# WHAT YOU HAVE TO DO
Whatever the records below hold, copy it all out exactly.

*** RECORDS PROVIDED ***

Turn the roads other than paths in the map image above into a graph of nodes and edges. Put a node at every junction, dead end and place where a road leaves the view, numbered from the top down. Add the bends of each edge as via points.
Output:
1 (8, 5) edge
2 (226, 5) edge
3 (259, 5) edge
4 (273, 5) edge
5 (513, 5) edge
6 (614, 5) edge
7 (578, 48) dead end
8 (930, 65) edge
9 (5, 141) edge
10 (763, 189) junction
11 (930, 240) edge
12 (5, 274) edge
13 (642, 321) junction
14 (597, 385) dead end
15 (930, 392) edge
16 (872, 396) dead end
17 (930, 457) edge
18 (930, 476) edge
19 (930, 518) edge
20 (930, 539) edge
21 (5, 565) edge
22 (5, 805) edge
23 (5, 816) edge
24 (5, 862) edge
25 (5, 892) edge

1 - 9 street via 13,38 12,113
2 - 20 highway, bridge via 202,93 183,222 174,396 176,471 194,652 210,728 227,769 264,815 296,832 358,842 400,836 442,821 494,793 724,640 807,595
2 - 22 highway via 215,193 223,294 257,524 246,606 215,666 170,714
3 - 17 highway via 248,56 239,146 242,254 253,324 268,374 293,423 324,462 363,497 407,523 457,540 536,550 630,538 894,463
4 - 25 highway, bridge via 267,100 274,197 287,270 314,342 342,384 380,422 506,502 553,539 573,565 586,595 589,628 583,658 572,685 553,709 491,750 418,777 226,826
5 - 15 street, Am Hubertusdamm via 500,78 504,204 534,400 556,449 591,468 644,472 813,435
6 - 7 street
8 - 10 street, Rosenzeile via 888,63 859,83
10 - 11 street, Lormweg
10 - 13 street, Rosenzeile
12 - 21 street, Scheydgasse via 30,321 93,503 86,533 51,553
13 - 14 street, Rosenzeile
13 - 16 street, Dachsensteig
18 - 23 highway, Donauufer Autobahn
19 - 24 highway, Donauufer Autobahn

***

# WRITTEN RESPONSE
Turn the roads other than paths in the map image above into a graph of nodes and edges. Put a node at every junction, dead end and place where a road leaves the view, numbered from the top down. Add the bends of each edge as via points.
Output:
1 (8, 5) edge
2 (226, 5) edge
3 (259, 5) edge
4 (273, 5) edge
5 (513, 5) edge
6 (614, 5) edge
7 (578, 48) dead end
8 (930, 65) edge
9 (5, 141) edge
10 (763, 189) junction
11 (930, 240) edge
12 (5, 274) edge
13 (642, 321) junction
14 (597, 385) dead end
15 (930, 392) edge
16 (872, 396) dead end
17 (930, 457) edge
18 (930, 476) edge
19 (930, 518) edge
20 (930, 539) edge
21 (5, 565) edge
22 (5, 805) edge
23 (5, 816) edge
24 (5, 862) edge
25 (5, 892) edge

1 - 9 street via 13,38 12,113
2 - 20 highway, bridge via 202,93 183,222 174,396 176,471 194,652 210,728 227,769 264,815 296,832 358,842 400,836 442,821 494,793 724,640 807,595
2 - 22 highway via 215,193 223,294 257,524 246,606 215,666 170,714
3 - 17 highway via 248,56 239,146 242,254 253,324 268,374 293,423 324,462 363,497 407,523 457,540 536,550 630,538 894,463
4 - 25 highway, bridge via 267,100 274,197 287,270 314,342 342,384 380,422 506,502 553,539 573,565 586,595 589,628 583,658 572,685 553,709 491,750 418,777 226,826
5 - 15 street, Am Hubertusdamm via 500,78 504,204 534,400 556,449 591,468 644,472 813,435
6 - 7 street
8 - 10 street, Rosenzeile via 888,63 859,83
10 - 11 street, Lormweg
10 - 13 street, Rosenzeile
12 - 21 street, Scheydgasse via 30,321 93,503 86,533 51,553
13 - 14 street, Rosenzeile
13 - 16 street, Dachsensteig
18 - 23 highway, Donauufer Autobahn
19 - 24 highway, Donauufer Autobahn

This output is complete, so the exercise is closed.